Dans un contexte d'escalade des combats avec les États-Unis et Israël, de nombreux politiciens iraniens font avancer une démarche choquante: le retrait du Traité sur la non-prolifération des armes nucléaires (TNP).
Al Jazeera rapporte que cette décision découle du raisonnement selon lequel le maintien du traité n'apporte plus de bénéfices à Téhéran.
M. Ebrahim Rezaei - porte-parole du Comité de sécurité nationale du Parlement iranien - a déclaré sans ambages: La signature du TNP "ne nous apporte rien" dans un contexte où les installations nucléaires civiles sont toujours attaquées.
Un projet de loi a été soumis au système parlementaire, selon les révélations du député Malek Shariati.
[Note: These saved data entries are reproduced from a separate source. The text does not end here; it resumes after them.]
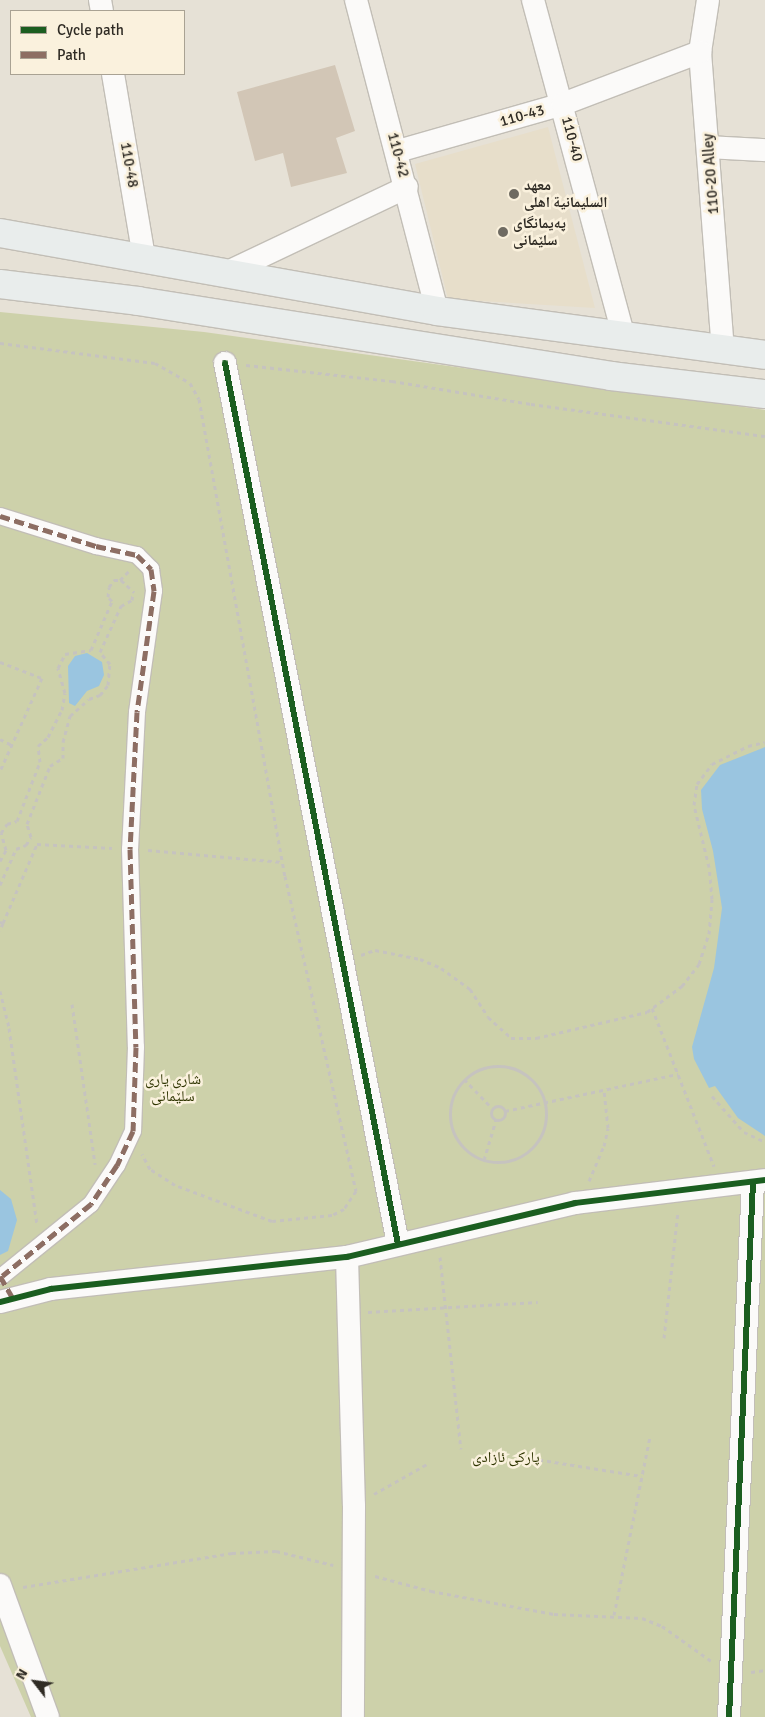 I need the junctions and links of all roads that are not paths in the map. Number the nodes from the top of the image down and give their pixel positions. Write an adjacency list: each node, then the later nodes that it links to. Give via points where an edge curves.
1 (356, 0): 9 (street, 110-42)
2 (533, 0): 6 (street, 110-40)
3 (708, 0): 4 (street, 110-20 Alley)
4 (700, 52): 6 (street, 110-43); 7 (street, 110-20 Alley)
5 (113, 75): 12 (street, 110-48)
6 (563, 104): 9 (street, 110-43); 16 (street, 110-40)
7 (709, 147): 8 (street); 17 (street, 110-20 Alley)
8 (765, 150)
9 (398, 152): 10 (street, 110-42)
10 (406, 187): 13 (street); 15 (street, 110-42)
11 (0, 233): 12 (main road)
12 (144, 257): 13 (main road)
13 (228, 272): 15 (main road)
14 (0, 284): 20 (main road, via 138,301 611,376)
15 (437, 311): 16 (main road)
16 (624, 337): 17 (main road)
17 (723, 349): 18 (main road)
18 (765, 355)
19 (225, 362): 23 (street)
20 (765, 394)
21 (0, 516): 25 (street, via 96,546 137,555 151,569 154,591 137,712 130,849 136,1047 133,1131 91,1204)
22 (759, 1182): 23 (street, via 575,1202); 30 (street)
23 (398, 1244): 24 (street)
24 (347, 1257): 26 (street, via 51,1289); 29 (street, via 354,1506)
25 (1, 1276): 26 (street)
26 (6, 1299)
27 (0, 1585): 28 (street)
28 (48, 1717)
29 (353, 1717)
30 (729, 1717) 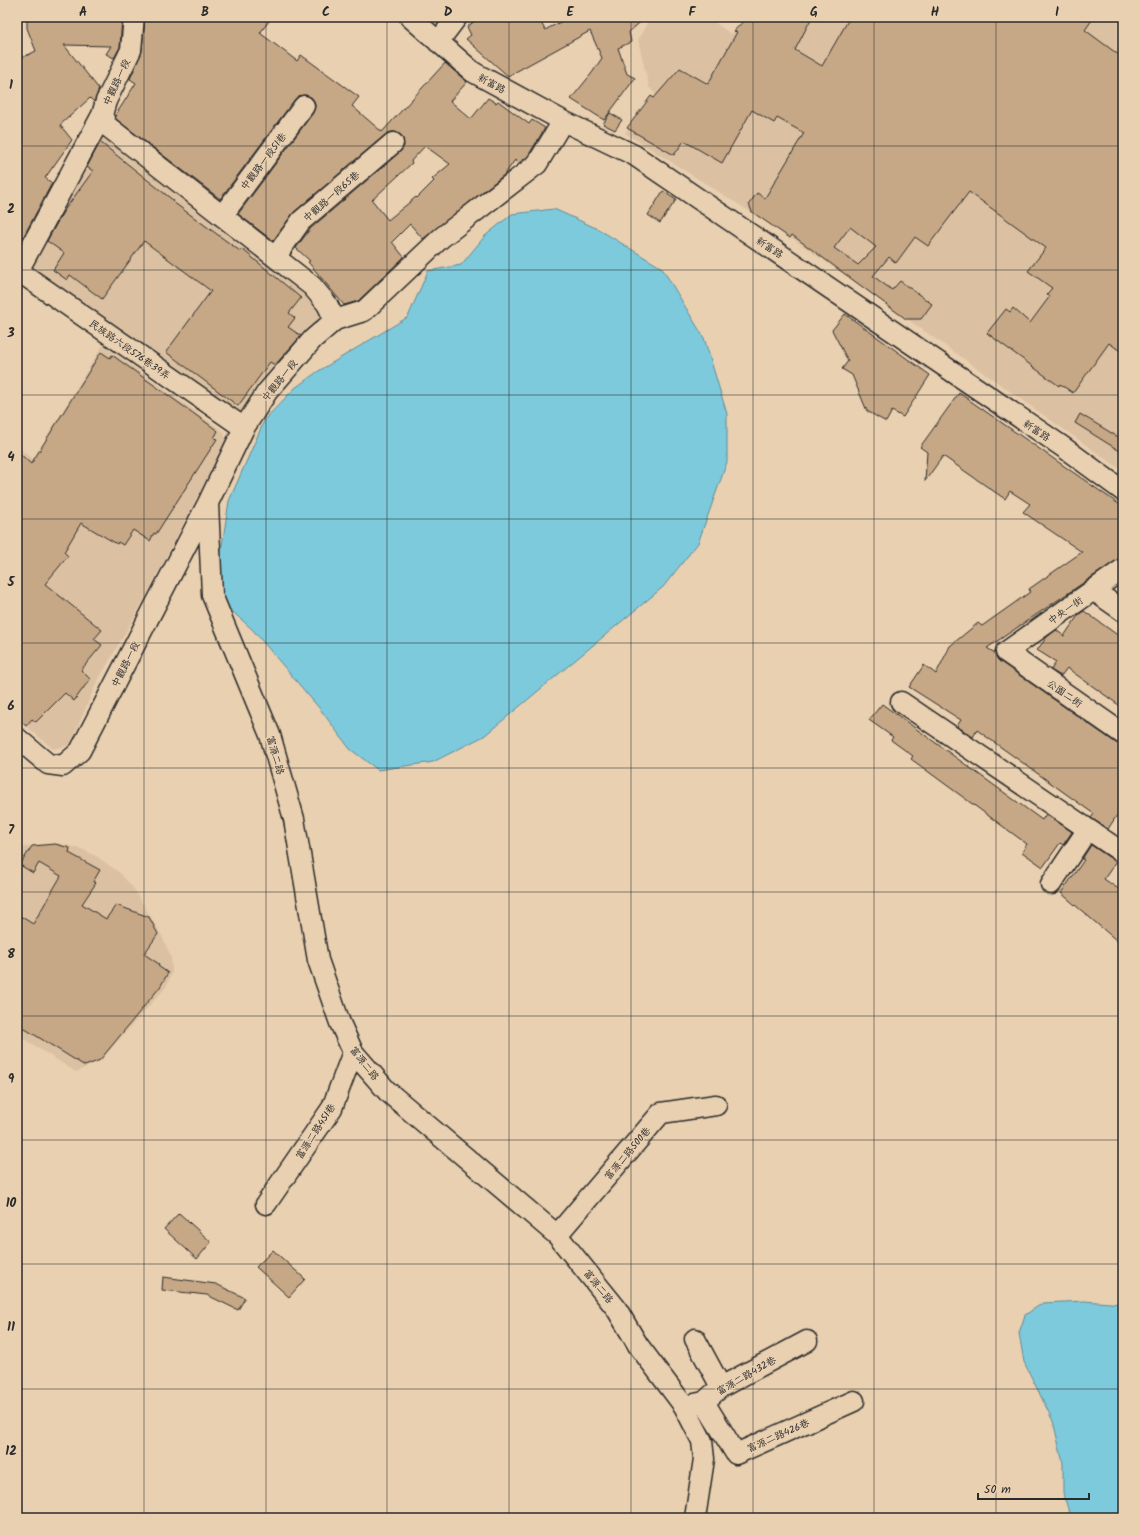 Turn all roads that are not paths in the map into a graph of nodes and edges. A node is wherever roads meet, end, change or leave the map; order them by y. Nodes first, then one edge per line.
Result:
1 (134, 17) edge
2 (410, 17) edge
3 (457, 17) edge
4 (438, 42) junction
5 (304, 106) dead end
6 (102, 115) junction
7 (563, 121) junction
8 (393, 143) dead end
9 (222, 216) junction
10 (276, 256) junction
11 (18, 271) edge
12 (335, 320) junction
13 (244, 428) junction
14 (1123, 491) edge
15 (208, 503) junction
16 (1123, 569) edge
17 (1093, 590) junction
18 (1123, 611) edge
19 (1006, 652) joint
20 (901, 702) dead end
21 (1123, 734) edge
22 (17, 738) edge
23 (1088, 829) junction
24 (1121, 847) edge
25 (1051, 884) dead end
26 (354, 1052) junction
27 (716, 1106) dead end
28 (266, 1204) dead end
29 (557, 1235) junction
30 (695, 1339) dead end
31 (807, 1341) dead end
32 (721, 1387) junction
33 (854, 1401) dead end
34 (704, 1402) junction
35 (684, 1406) junction
36 (695, 1518) edge

1 - 6 street, 中觀路一段
2 - 4 street, 新富路
3 - 4 street
4 - 7 street, 新富路
5 - 9 street, 中觀路一段51巷
6 - 9 street, 中觀路一段
6 - 11 street
7 - 12 street
7 - 14 street, 新富路
8 - 10 street, 中觀路一段65巷
9 - 10 street, 中觀路一段
10 - 12 street, 中觀路一段
11 - 13 street, 民族路六段576巷39弄
12 - 13 street, 中觀路一段
13 - 15 street, 中觀路一段
15 - 22 street, 中觀路一段
15 - 26 street, 富源二路
16 - 17 street, 中央一街
17 - 18 street
17 - 19 street, 中央一街
19 - 21 street, 公園二街
20 - 23 street
23 - 24 street
23 - 25 street
26 - 28 street, 富源二路451巷
26 - 29 street, 富源二路
27 - 29 street, 富源二路500巷
29 - 35 street, 富源二路
30 - 32 street
31 - 32 street, 富源二路432巷
32 - 34 street, 富源二路432巷
33 - 34 street, 富源二路426巷
34 - 35 street
35 - 36 street, 富源二路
Le contenu ne propose pas seulement le retrait du TNP, mais annule également les obligations nucléaires liées à l'accord nucléaire iranien de 2015, tout en visant à établir un nouveau cadre de coopération avec des partenaires tels que l'Organisation de coopération de Shanghai (OSC) ou les BRICS.
Cependant, la voie juridique n'est pas simple. Même si le Parlement l'adopte, le projet de loi doit encore être approuvé par le Conseil des tuteurs - l'organe de pouvoir composé de 12 membres - avant que le gouvernement ne le mette en œuvre.
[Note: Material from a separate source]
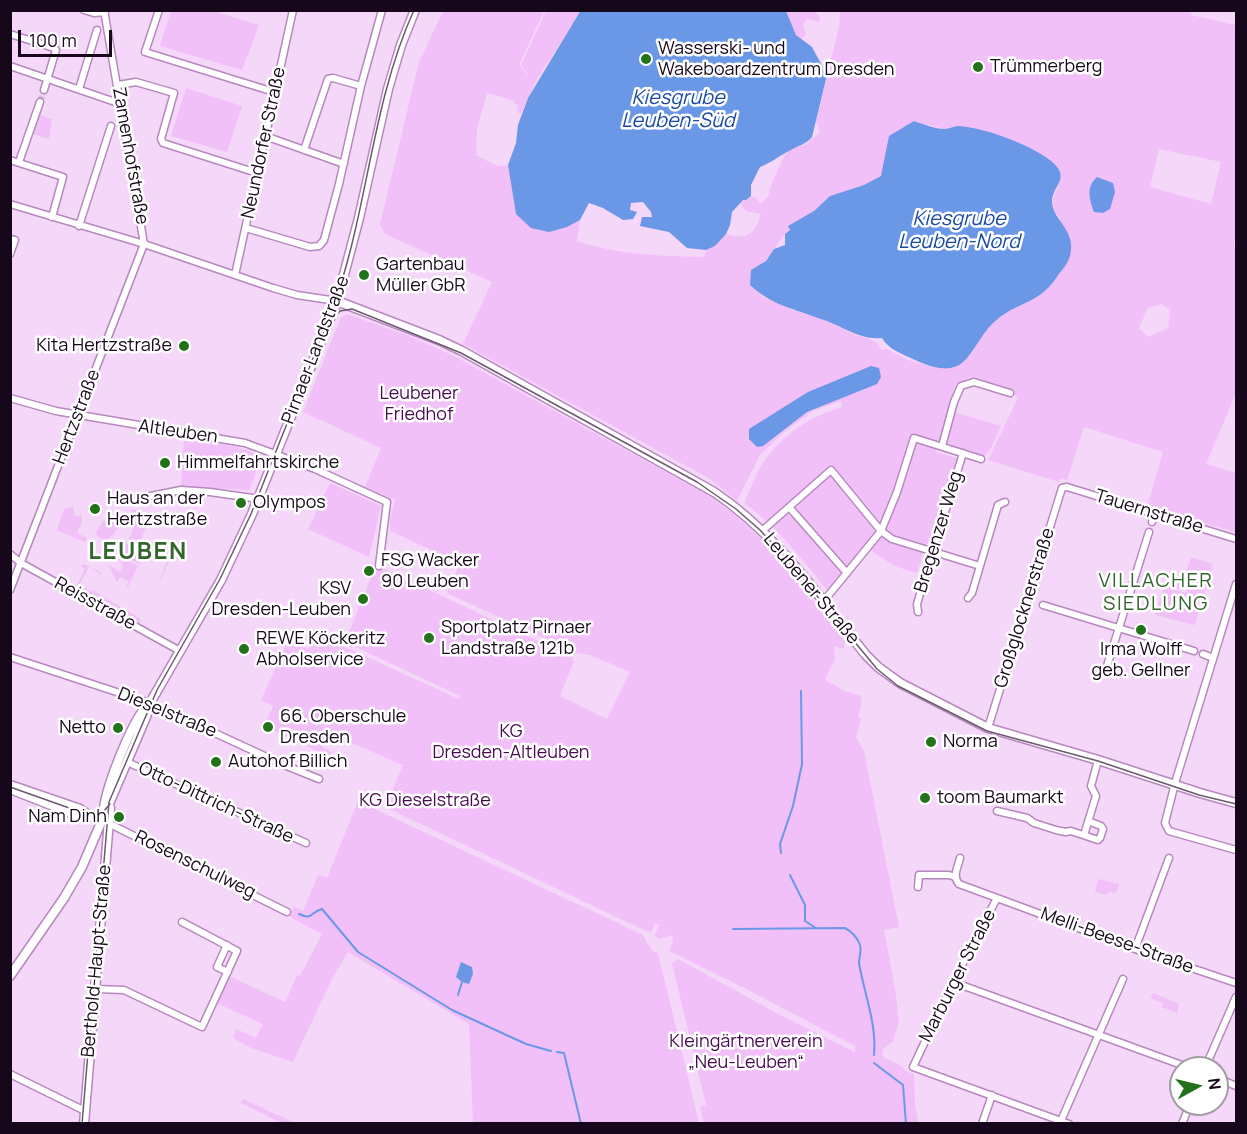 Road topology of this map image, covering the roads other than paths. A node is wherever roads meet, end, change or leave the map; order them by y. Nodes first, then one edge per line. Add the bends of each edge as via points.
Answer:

La pression de se retirer du TNP n'est pas nouvelle. Les camps durs en Iran appellent depuis longtemps au développement d'armes nucléaires pour répondre à la pression extérieure. Cependant, dans le contexte actuel de guerre directe, ces voix deviennent plus fortes que jamais.
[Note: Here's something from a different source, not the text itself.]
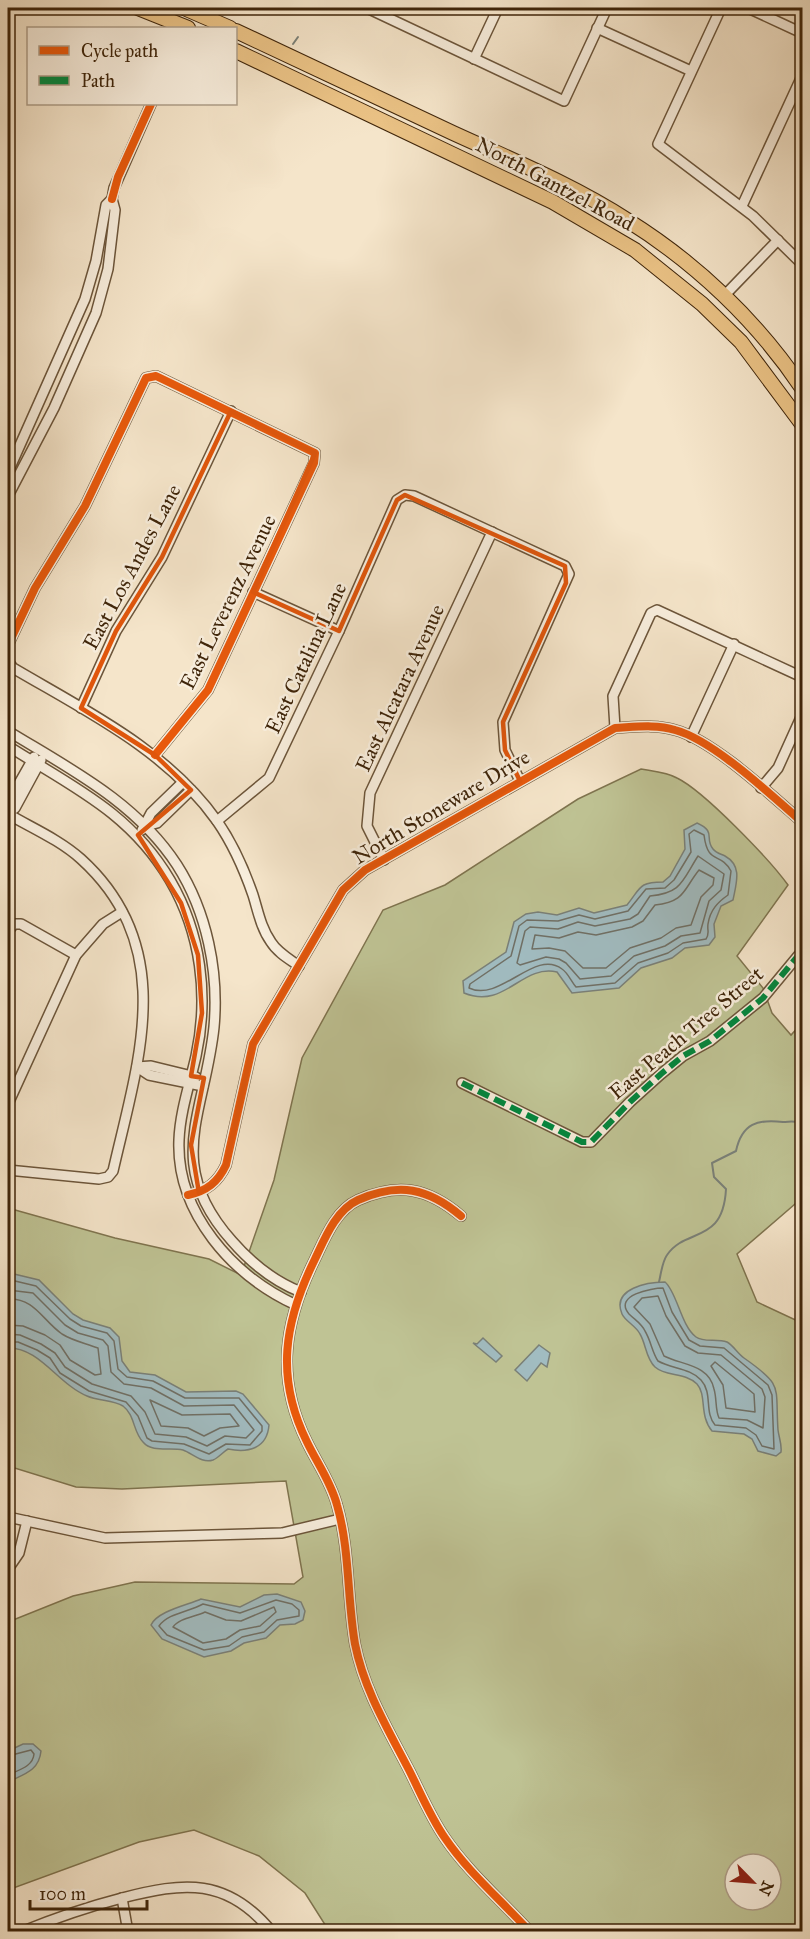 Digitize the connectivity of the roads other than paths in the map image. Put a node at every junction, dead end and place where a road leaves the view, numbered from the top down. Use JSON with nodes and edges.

Parallèlement, Téhéran a également intensifié ses critiques à l'égard de l'Agence internationale de l'énergie atomique (AIEA). Les responsables iraniens accusent l'AIEA de "politiser" et même de faciliter les attaques contre son programme nucléaire - ce que l'AIEA rejette.
L'accusation susmentionnée a accru les tensions déjà très élevées entre l'Iran et la communauté internationale. Auparavant, le directeur général de l'AIEA, Rafael Grossi, avait déclaré qu'aucune guerre conventionnelle ne pouvait anéantir complètement le programme nucléaire iranien - à moins qu'une guerre nucléaire ne se produise, ce qu'il a souligné que "personne ne souhaite".
Certains parlementaires iraniens ont également accusé M. Grossi d'inciter à la situation pour "compléter" le président Donald Trump, estimant que ses récentes déclarations avaient dépassé les normes internationales.
Si l'Iran se retire réellement du TNP, les conséquences seront extrêmement profondes. Il s'agit du traité fondamental du système mondial de contrôle des armes nucléaires. Le fait qu'un grand pays du Moyen-Orient quitte ce mécanisme pourrait déclencher un effet domino, affaiblissant l'ensemble de la structure de non-prolifération des armes nucléaires.
Plus important encore, cette action neutralisera presque tous les canaux de surveillance internationaux du programme nucléaire iranien.